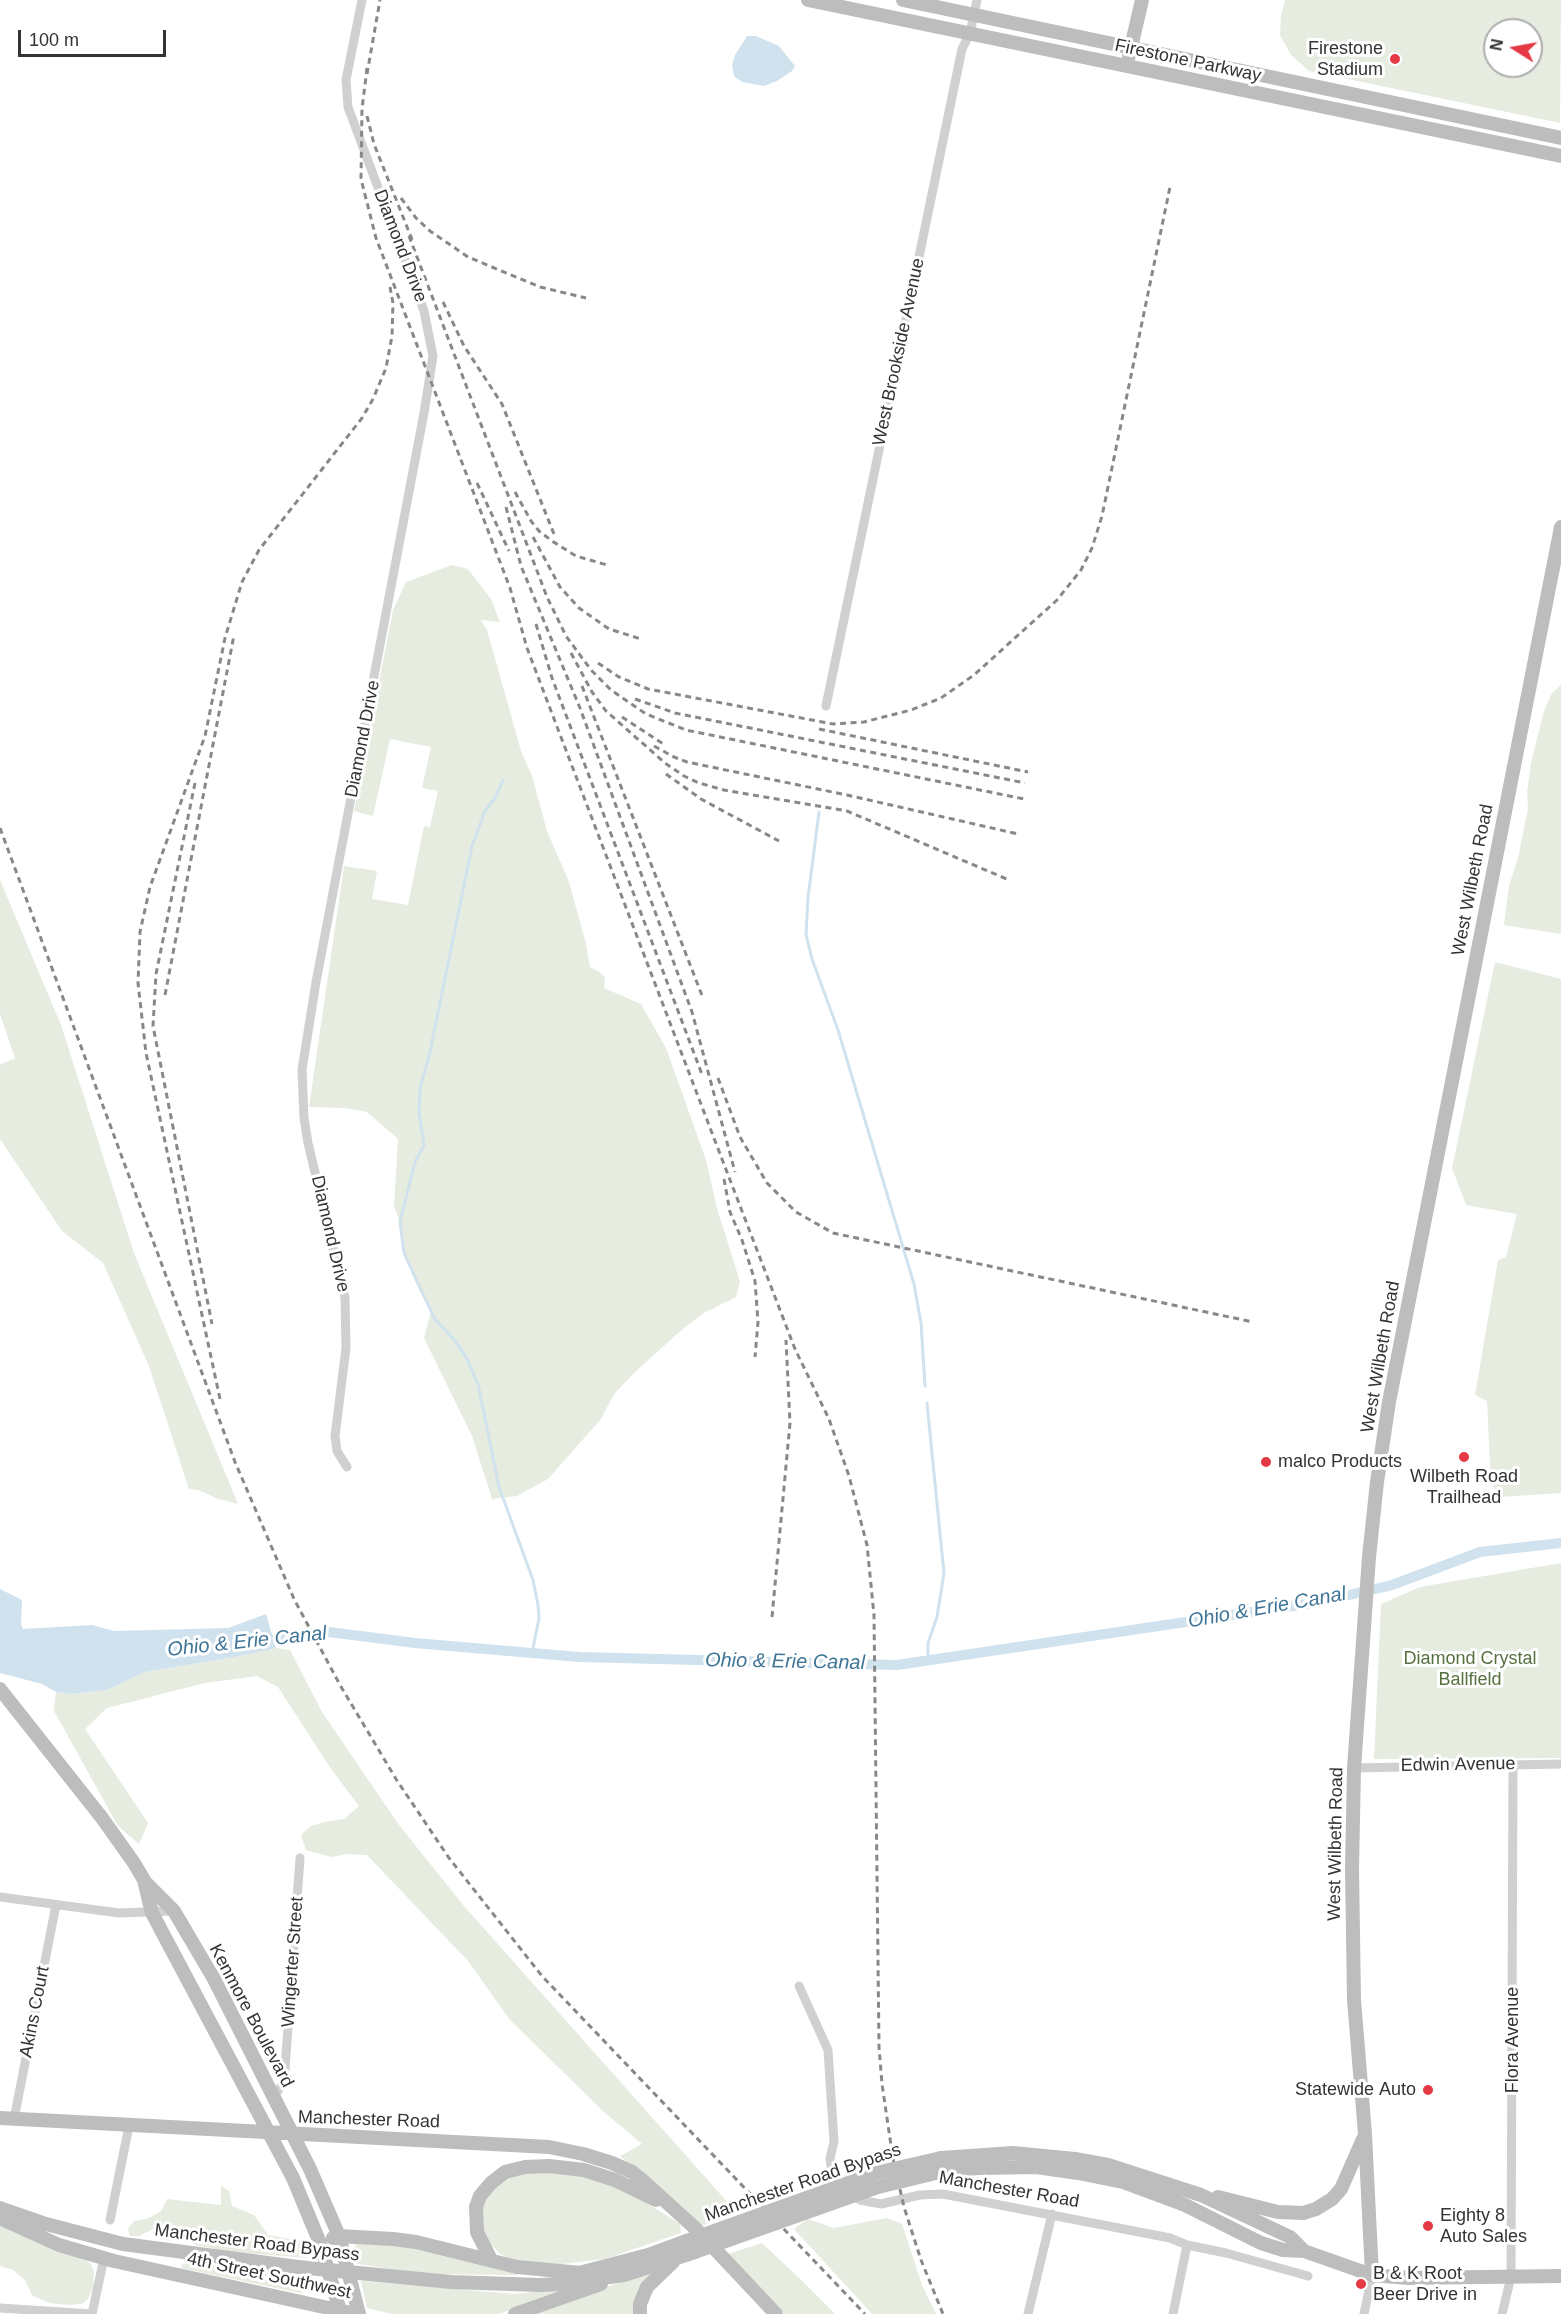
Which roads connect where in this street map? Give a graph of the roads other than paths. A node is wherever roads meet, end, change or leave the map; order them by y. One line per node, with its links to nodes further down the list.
1 (362, 0): 14 (street, Diamond Drive)
2 (808, 0): 7 (main road, Firestone Parkway)
3 (903, 0): 6 (main road, Firestone Parkway)
4 (977, 0): 6 (street, West Brookside Avenue)
5 (1142, 0): 8 (main road)
6 (974, 15): 7 (street, West Brookside Avenue); 8 (main road, Firestone Parkway)
7 (970, 33): 9 (main road, Firestone Parkway); 13 (street, West Brookside Avenue)
8 (1131, 48): 9 (main road); 10 (main road, Firestone Parkway)
9 (1126, 67): 11 (main road, Firestone Parkway)
10 (1561, 138)
11 (1561, 156)
12 (1561, 527): 18 (main road, West Wilbeth Road)
13 (826, 706)
14 (347, 1467)
15 (0, 1689): 20 (main road, Kenmore Boulevard)
16 (1513, 1764): 17 (street, Edwin Avenue); 18 (street, Edwin Avenue); 52 (street, Flora Avenue)
17 (1561, 1764)
18 (1354, 1768): 30 (main road, West Wilbeth Road)
19 (300, 1858): 26 (street, Wingerter Street)
20 (144, 1880): 23 (main road, Kenmore Boulevard); 24 (main road, Kenmore Boulevard)
21 (0, 1898): 22 (street)
22 (56, 1905): 24 (street); 27 (street, Akins Court)
23 (174, 1911): 24 (street); 26 (main road, Kenmore Boulevard)
24 (152, 1913): 29 (main road, Kenmore Boulevard)
25 (799, 1986): 36 (street, Manchester Road)
26 (273, 2097): 31 (main road, Kenmore Boulevard)
27 (7, 2119): 28 (main road, Manchester Road)
28 (129, 2126): 29 (main road, Manchester Road); 38 (street)
29 (267, 2134): 31 (main road, Manchester Road); 40 (main road, Kenmore Boulevard)
30 (1365, 2134): 33 (main road); 49 (main road, West Wilbeth Road)
31 (292, 2135): 34 (main road, Manchester Road); 39 (main road, Kenmore Boulevard)
32 (942, 2165): 33 (main road, Manchester Road Bypass); 42 (main road, Manchester Road Bypass, bridge); 43 (main road, Manchester Road Bypass)
33 (1201, 2194): 43 (main road, Manchester Road Bypass)
34 (670, 2207): 46 (main road); 60 (main road, Manchester Road)
35 (0, 2208): 53 (main road, Manchester Road Bypass, bridge)
36 (1052, 2214): 41 (street, Manchester Road); 61 (street)
37 (0, 2218): 44 (main road, 4th Street Southwest)
38 (110, 2220)
39 (339, 2236): 40 (main road); 46 (main road); 57 (main road, Kenmore Boulevard)
40 (320, 2243): 55 (main road, Kenmore Boulevard)
41 (1187, 2245): 50 (street, Manchester Road); 62 (street)
42 (690, 2247): 45 (main road, Manchester Road Bypass); 47 (main road, Manchester Road Bypass)
43 (1304, 2251): 49 (main road, Manchester Road Bypass)
44 (104, 2258): 55 (main road, 4th Street Southwest); 56 (street)
45 (678, 2258): 48 (main road, Manchester Road Bypass); 59 (main road)
46 (491, 2260): 47 (main road)
47 (581, 2273): 53 (main road, Manchester Road Bypass)
48 (624, 2275): 53 (main road, Manchester Road Bypass); 58 (main road)
49 (1372, 2275): 52 (main road); 63 (street, West Wilbeth Road)
50 (1308, 2276)
51 (1561, 2276): 52 (main road)
52 (1511, 2277): 64 (street, Flora Avenue)
53 (515, 2284)
54 (0, 2308): 56 (street)
55 (340, 2312): 57 (main road, 4th Street Southwest)
56 (92, 2314)
57 (358, 2314)
58 (515, 2314)
59 (640, 2314)
60 (776, 2314)
61 (1028, 2314)
62 (1173, 2314)
63 (1364, 2314)
64 (1502, 2314)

============

- Your instructions -
The full text of the data above, exact and without pictures, is what to return.

- Task answer -
Which roads connect where in this street map? Give a graph of the roads other than paths. A node is wherever roads meet, end, change or leave the map; order them by y. One line per node, with its links to nodes further down the list.
1 (362, 0): 14 (street, Diamond Drive)
2 (808, 0): 7 (main road, Firestone Parkway)
3 (903, 0): 6 (main road, Firestone Parkway)
4 (977, 0): 6 (street, West Brookside Avenue)
5 (1142, 0): 8 (main road)
6 (974, 15): 7 (street, West Brookside Avenue); 8 (main road, Firestone Parkway)
7 (970, 33): 9 (main road, Firestone Parkway); 13 (street, West Brookside Avenue)
8 (1131, 48): 9 (main road); 10 (main road, Firestone Parkway)
9 (1126, 67): 11 (main road, Firestone Parkway)
10 (1561, 138)
11 (1561, 156)
12 (1561, 527): 18 (main road, West Wilbeth Road)
13 (826, 706)
14 (347, 1467)
15 (0, 1689): 20 (main road, Kenmore Boulevard)
16 (1513, 1764): 17 (street, Edwin Avenue); 18 (street, Edwin Avenue); 52 (street, Flora Avenue)
17 (1561, 1764)
18 (1354, 1768): 30 (main road, West Wilbeth Road)
19 (300, 1858): 26 (street, Wingerter Street)
20 (144, 1880): 23 (main road, Kenmore Boulevard); 24 (main road, Kenmore Boulevard)
21 (0, 1898): 22 (street)
22 (56, 1905): 24 (street); 27 (street, Akins Court)
23 (174, 1911): 24 (street); 26 (main road, Kenmore Boulevard)
24 (152, 1913): 29 (main road, Kenmore Boulevard)
25 (799, 1986): 36 (street, Manchester Road)
26 (273, 2097): 31 (main road, Kenmore Boulevard)
27 (7, 2119): 28 (main road, Manchester Road)
28 (129, 2126): 29 (main road, Manchester Road); 38 (street)
29 (267, 2134): 31 (main road, Manchester Road); 40 (main road, Kenmore Boulevard)
30 (1365, 2134): 33 (main road); 49 (main road, West Wilbeth Road)
31 (292, 2135): 34 (main road, Manchester Road); 39 (main road, Kenmore Boulevard)
32 (942, 2165): 33 (main road, Manchester Road Bypass); 42 (main road, Manchester Road Bypass, bridge); 43 (main road, Manchester Road Bypass)
33 (1201, 2194): 43 (main road, Manchester Road Bypass)
34 (670, 2207): 46 (main road); 60 (main road, Manchester Road)
35 (0, 2208): 53 (main road, Manchester Road Bypass, bridge)
36 (1052, 2214): 41 (street, Manchester Road); 61 (street)
37 (0, 2218): 44 (main road, 4th Street Southwest)
38 (110, 2220)
39 (339, 2236): 40 (main road); 46 (main road); 57 (main road, Kenmore Boulevard)
40 (320, 2243): 55 (main road, Kenmore Boulevard)
41 (1187, 2245): 50 (street, Manchester Road); 62 (street)
42 (690, 2247): 45 (main road, Manchester Road Bypass); 47 (main road, Manchester Road Bypass)
43 (1304, 2251): 49 (main road, Manchester Road Bypass)
44 (104, 2258): 55 (main road, 4th Street Southwest); 56 (street)
45 (678, 2258): 48 (main road, Manchester Road Bypass); 59 (main road)
46 (491, 2260): 47 (main road)
47 (581, 2273): 53 (main road, Manchester Road Bypass)
48 (624, 2275): 53 (main road, Manchester Road Bypass); 58 (main road)
49 (1372, 2275): 52 (main road); 63 (street, West Wilbeth Road)
50 (1308, 2276)
51 (1561, 2276): 52 (main road)
52 (1511, 2277): 64 (street, Flora Avenue)
53 (515, 2284)
54 (0, 2308): 56 (street)
55 (340, 2312): 57 (main road, 4th Street Southwest)
56 (92, 2314)
57 (358, 2314)
58 (515, 2314)
59 (640, 2314)
60 (776, 2314)
61 (1028, 2314)
62 (1173, 2314)
63 (1364, 2314)
64 (1502, 2314)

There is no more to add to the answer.